Using this definition on our asset we see for example:
  • Compared with the benchmark GLD (436 days) in the period of the last 5 years, the maximum days under water of 590 days of Gold-Currency Strategy II is higher, thus worse.
  • Compared with GLD (145 days) in the period of the last 3 years, the maximum days under water of 227 days is larger, thus worse.

AveDuration:

'The Drawdown Duration is the length of any peak to peak period, or the time between new equity highs. The Avg Drawdown Duration is the average amount of time an investment has seen between peaks (equity highs), or in other terms the average of time under water of all drawdowns.
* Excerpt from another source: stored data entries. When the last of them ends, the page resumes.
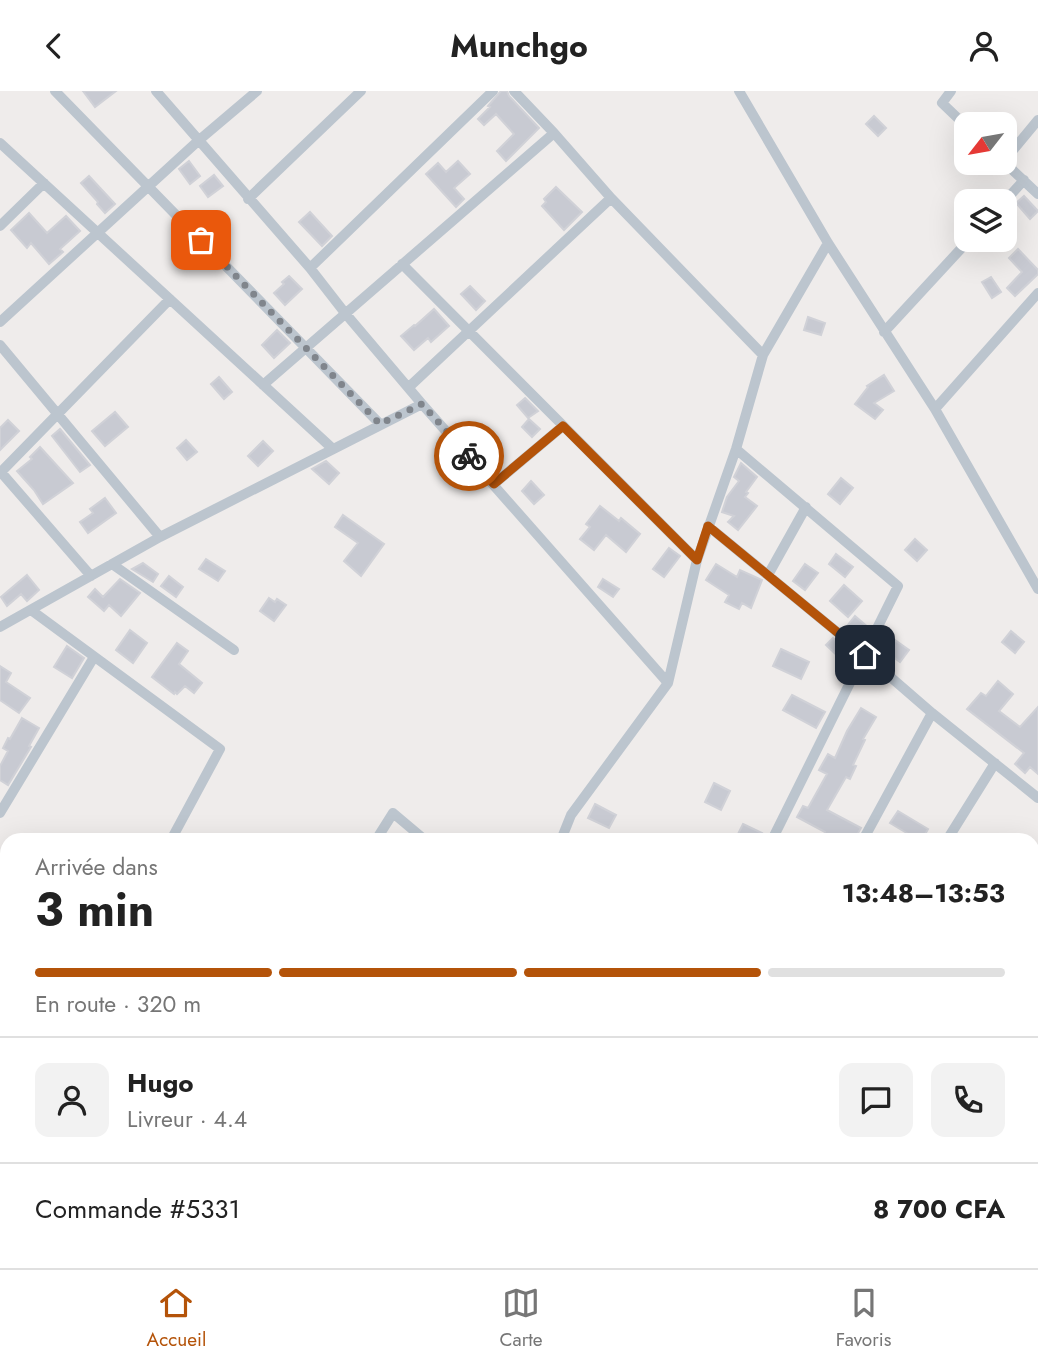 <!DOCTYPE html>
<html lang="fr">
<head>
<meta charset="utf-8">
<style>
  body { margin:0; font-family:Jost,sans-serif; background:#f2f2f2; color:#222; height:100vh; display:flex; flex-direction:column; font-size:26px; white-space:nowrap }
  * { box-sizing:border-box; margin:0 }
  p { font-size:23px; color:#767676 }
  .icon { flex:none; width:38px; height:38px; fill:none; stroke:currentColor; stroke-width:2; stroke-linecap:round; stroke-linejoin:round }
  .map { position:relative; flex:1; overflow:hidden }
  .drawer { position:absolute; left:0px; top:742px; width:1040px; height:436px; display:flex; flex-direction:column; background:#fff; border-radius:21px 21px 0 0; box-shadow:0 7px 28px #0002 }
  .drawer>* { flex:none }
  .needle { width:46px; rotate:239deg }
  .buttons { position:absolute; left:954px; top:21px; display:grid; gap:14px }
  .buttons a { display:grid; place-items:center; width:63px; height:63px; border-radius:14px; background:#fff; box-shadow:0 7px 28px #0002; font-size:35px }
  .pin { position:absolute; display:grid; place-items:center; width:60px; height:60px; color:#fff; margin:-30px; border-radius:14px; box-shadow:0 4px 10px #0006 }
  .courier { position:absolute; display:grid; place-items:center; width:70px; height:70px; margin:-35px; border:5px solid #b45309; border-radius:50%; background:#fff; color:#222; box-shadow:0 2px 9px #0007 }
  .summary em { font-style:normal; font-weight:700 }
  .summary div { display:flex; flex-direction:column-reverse }
  .summary { display:flex; align-items:center; justify-content:space-between; height:119px; padding:0 35px }
  h1 { font-size:46px; font-weight:700; line-height:52px }
  .bar { display:grid; grid-template-columns:repeat(4,1fr); gap:10px 7px; align-content:center; height:84px; padding:0 35px }
  .bar i { height:9px; border-radius:5px; background:#e0e0e0 }
  .bar .selected { background:#b45309 }
  .bar p { grid-column:span 4 }
  .line { display:flex; align-items:center; gap:18px; padding:0 35px; border-top:2px solid #e0e0e0 }
  .line div { flex:1 }
  .round { display:grid; place-items:center; flex:none; width:74px; height:74px; border-radius:14px; background:#f2f2f2 }
  header { display:flex; justify-content:space-between; align-items:center; height:91px; padding:0 35px; background:#fff; font-size:32px; font-weight:700 }
  .tab-bar { display:flex; justify-content:space-around; align-items:center; height:98px; border-top:2px solid #e0e0e0; background:#fff; font-size:19px; color:#767676 }
  .tab-bar a { display:grid; justify-items:center; gap:4px }
  .tab-bar .selected { color:#b45309 }
  .map>svg:first-child { display:block }
  .building { fill:#c8cad2; stroke:#d0d1d7; stroke-width:2 }
  .lines { fill:none; stroke-linecap:round; stroke-linejoin:round }
  .street { stroke:#bcc5ce; stroke-width:10 }
  .done { stroke:#80858c; stroke-width:7; stroke-dasharray:0 12.6 }
  .route { stroke:#b45309; stroke-width:9 }
</style>
</head>
<body>
<header><svg class="icon" aria-label="back" viewBox="0 0 24 24"><path d="M15 5l-7 7 7 7"/></svg>Munchgo<svg class="icon" aria-label="person" viewBox="0 0 24 24"><circle cx="12" cy="8" r="4"/><path d="M4 21q1-7 8-7t8 7"/></svg></header>
<div class="map">
<svg width="1038" height="1177" viewBox="0 0 1038 1177">
  <rect width="100%" height="100%" fill="#efeceb"/>
  <path class="building" d="M83,0H116L95,16Z
    M501,0H507L509,5L539,37L506,70L497,60L514,43L496,23L484,34L478,28L490,16L488,15Z
    M874,25L886,37L878,45L866,33Z
    M189,70L200,85L190,93L179,78Z
    M458,70L470,83L454,97L464,108L456,116L426,83L438,72L446,81Z
    M214,84L223,95L208,106L200,95Z
    M89,85L115,113L105,122L97,113L98,111L81,92Z
    M556,96L582,121L564,139L542,115L546,111L544,108Z
    M1024,105L1038,120L1030,128L1016,112Z
    M310,121L332,145L322,155L299,131Z
    M29,122L47,142L66,125L80,140L60,158L63,161L49,173L31,152L27,157L11,139Z
    M1018,158L1038,179V183L1015,205L1007,197L1022,181L1009,167Z
    M289,185L302,198L285,214L274,202L284,193L282,191Z
    M991,186L1001,201L992,207L982,191Z
    M470,195L485,210L476,219L461,203Z
    M434,218L449,235L431,251L428,247L414,259L401,245L414,234L415,235Z
    M808,226L825,232L821,244L804,239Z
    M277,239L290,252L274,267L262,254Z
    M884,284L894,300L874,312L883,319L875,328L855,313L868,296L867,295Z
    M219,286L232,301L224,308L211,293Z
    M525,307L538,320L528,327L517,314Z
    M115,321L128,336L105,355L92,340Z
    M529,328L540,338L532,346L522,336Z
    M8,329L19,340L0,359V337Z
    M60,338L90,374L80,381L52,345Z
    M186,349L197,361L187,369L177,357Z
    M263,350L273,360L258,375L248,365Z
    M40,356L73,392L43,413L34,399L17,380L32,368L30,366Z
    M326,370L339,382L329,393L312,378Z
    M741,372L757,386L746,401L748,402L745,406L757,415L738,439L728,431L734,425L722,421L727,406L739,390L734,386Z
    M841,387L853,397L840,413L828,403Z
    M531,390L544,404L534,413L522,400Z
    M105,407L116,422L88,442L80,431L93,422L90,418Z
    M600,415L619,430L621,427L640,443L626,461L606,444L594,459L580,448L590,436L586,433Z
    M343,424L384,453L361,485L344,470L358,452L335,436Z
    M915,448L927,459L917,470L905,459Z
    M669,457L680,465L664,486L653,478Z
    M836,463L853,476L845,486L829,473Z
    M206,468L225,480L218,490L199,478Z
    M143,472L158,483L153,491L132,478Z
    M716,473L737,486L740,479L762,489L751,517L742,512L739,518L725,511L729,504L706,489Z
    M805,473L818,482L805,499L793,490Z
    M27,484L39,499L27,510L21,503L7,515L1,506Z
    M169,485L183,496L176,506L161,495Z
    M120,488L140,502L121,525L109,514L104,520L88,506L95,498L103,506Z
    M603,488L619,498L613,506L598,496Z
    M844,494L862,510L848,526L830,510Z
    M269,507L275,511L277,508L286,514L274,530L260,520Z
    M855,525L869,537L863,548L847,535Z
    M130,539L147,552L133,572L116,559Z
    M1011,540L1024,551L1015,562L1002,551Z
    M833,547L850,563L843,570L826,554Z
    M895,549L909,559L900,571L887,561Z
    M177,552L188,560L179,573L202,592L194,602L185,595L177,603L175,601L174,603L152,586Z
    M67,555L84,567L72,587L54,576Z
    M781,558L809,571L801,588L773,575Z
    M0,575L11,582L6,591L30,607L19,622L0,609Z
    M998,590L1013,603L999,620L1020,636L1038,616V683L1030,676L1025,682L1015,673L1024,662L967,618L981,602L986,605Z
    M792,604L825,621L816,637L783,619Z
    M861,617L876,626L863,648L865,649L853,674L856,675L850,688L846,686L827,719L861,737L854,749H835L824,743L825,741L797,726L803,715L808,717L827,683L819,679L828,663L835,667L847,640Z
    M22,627L39,637L29,655L31,656L8,694L0,689V675L8,660L3,657L8,647L10,648Z
    M714,692L730,700L721,719L705,711Z
    M595,713L616,724L609,737L588,727Z
    M898,720L928,738L922,749H907L910,744L890,732Z
    M743,733L762,742L759,749H746L737,745Z"/>
  <g class="lines">
    <path class="street" d="M55,0L380,333
      M156,0L310,177L345,222L422,313L668,592
      M514,0L554,42L611,107L763,264
      M739,0L828,152L935,318L1038,498
      M951,0L942,12L966,35
      M0,52L333,358
      M1004,70L1038,29
      M1004,71L1038,103
      M248,108L361,0
      M1004,111L1024,89
      M0,135L44,92
      M402,173L697,469
      M310,177L493,0
      M0,231L198,50L257,0
      M884,241L969,149
      M0,254L160,446
      M263,294L554,42
      M409,296L611,107
      M935,318L1038,202
      M736,358L898,495L772,749
      M0,380L91,485
      M1,381L170,208
      M494,393L563,335
      M708,435L865,564L932,622L1038,707
      M112,473L234,559
      M768,484L806,416
      M31,519L220,658L171,749
      M0,536L160,446L422,313
      M0,722L94,566
      M376,749L393,722L425,749
      M561,749L571,724L668,592L697,469L736,358L763,264L828,152
      M863,749L932,622
      M947,749L995,672
      M0,770L7,775
      M1032,773L1038,768
      M0,921L7,926
      M1032,922L1038,928
      M1032,978L1038,973
      M0,1021L7,1026
      M1032,1044L1038,1049
      M0,1064L7,1051
      M0,1129L7,1133
      M1032,1168L1038,1174
      M65,1171L75,1177
      M536,1171L544,1177
      M687,1171L694,1177
      M110,1177L113,1171
      M308,1177L310,1171
      M401,1177L407,1171
      M483,1177L488,1171
      M593,1177L596,1171
      M670,1177L676,1171
      M746,1177L751,1171"/>
  </g>
  <g class="lines">
    <path class="done" d="M201,149L380,333L422,313L469,365"/>
    <path class="route" d="M469,365L494,393L563,335L697,469L708,435L865,564"/>
  </g>
</svg>
<div class="buttons">
<a><svg class="needle" viewBox="-14 -14 28 28"><path d="M0-13l5 13h-10z" fill="#e53935"/><path d="M0 13l5-13h-10z" fill="#767676"/></svg></a>
<a><svg class="icon" aria-label="layers" viewBox="0 0 24 24"><path d="M12 4l9 5-9 5-9-5zM3 14l9 5 9-5"/></svg></a>
</div>
<div class="pin" style="left:201px;top:149px;background:#ea580c"><svg class="icon" aria-label="bag" viewBox="0 0 24 24"><path d="M5 8h14l-1 12H6zM9 8a3 3 0 0 1 6 0"/></svg></div>
<div class="pin" style="left:865px;top:564px;background:#1f2937"><svg class="icon" aria-label="home" viewBox="0 0 24 24"><path d="M3 11l9-7 9 7M6 9v11h12V9"/></svg></div>
<div class="courier" style="left:469px;top:365px"><svg class="icon" aria-label="bike" viewBox="0 0 24 24"><circle cx="6" cy="16" r="4"/><circle cx="18" cy="16" r="4"/><path d="M6 16l4-8h5l3 8M10 8l3 8H6M13 5h3"/></svg></div>
<section class="drawer">
<div class="summary"><div><h1>3 min</h1><p>Arrivée dans</p></div><em>13:48–13:53</em></div>
<div class="bar"><i class="selected"></i><i class="selected"></i><i class="selected"></i><i></i><p>En route · 320 m</p></div>
<div class="line" style="height:126px"><a class="round"><svg class="icon" aria-label="person" viewBox="0 0 24 24"><circle cx="12" cy="8" r="4"/><path d="M4 21q1-7 8-7t8 7"/></svg></a><div><b>Hugo</b><p>Livreur · 4.4</p></div><a class="round"><svg class="icon" aria-label="chat" viewBox="0 0 24 24"><path d="M4 5h16v11H9l-5 4z"/></svg></a><a class="round"><svg class="icon" aria-label="phone" viewBox="0 0 24 24"><path d="M5 4h4l2 5-3 2q2 4 5 5l2-3 5 2v4C11 20 4 13 5 4z"/></svg></a></div>
<div class="line" style="height:91px"><div>Commande #5331</div><b>8 700 CFA</b></div>
</section>
</div>
<nav class="tab-bar">
<a class="selected"><svg class="icon" aria-label="home" viewBox="0 0 24 24"><path d="M3 11l9-7 9 7M6 9v11h12V9"/></svg>Accueil</a>
<a><svg class="icon" aria-label="map" viewBox="0 0 24 24"><path d="M3 6l6-2 6 2 6-2v14l-6 2-6-2-6 2zM9 4v14M15 6v14"/></svg>Carte</a>
<a><svg class="icon" aria-label="saved" viewBox="0 0 24 24"><path d="M7 4h10v16l-5-4-5 4z"/></svg>Favoris</a>
</nav>
</body>
</html>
So in contrast to the Maximum duration it does not measure only one drawdown event but calculates the average of all.'

Which means for our asset as example:
  • The average time in days below previous high water mark over 5 years of Gold-Currency Strategy II is 164 days, which is larger, thus worse compared to the benchmark GLD (107 days) in the same period.
  • During the last 3 years, the average days under water is 50 days, which is greater, thus worse than the value of 29 days from the benchmark.

Performance (YTD)

Historical returns have been extended using synthetic data.

Allocations ()

Allocations

Returns (%)

  • Note that yearly returns do not equal the sum of monthly returns due to compounding.
  • Performance results of Gold-Currency Strategy II are hypothetical and do not account for slippage, fees or taxes.
  • Results may be based on backtesting, which has many inherent limitations, some of which are described in our Terms of Use.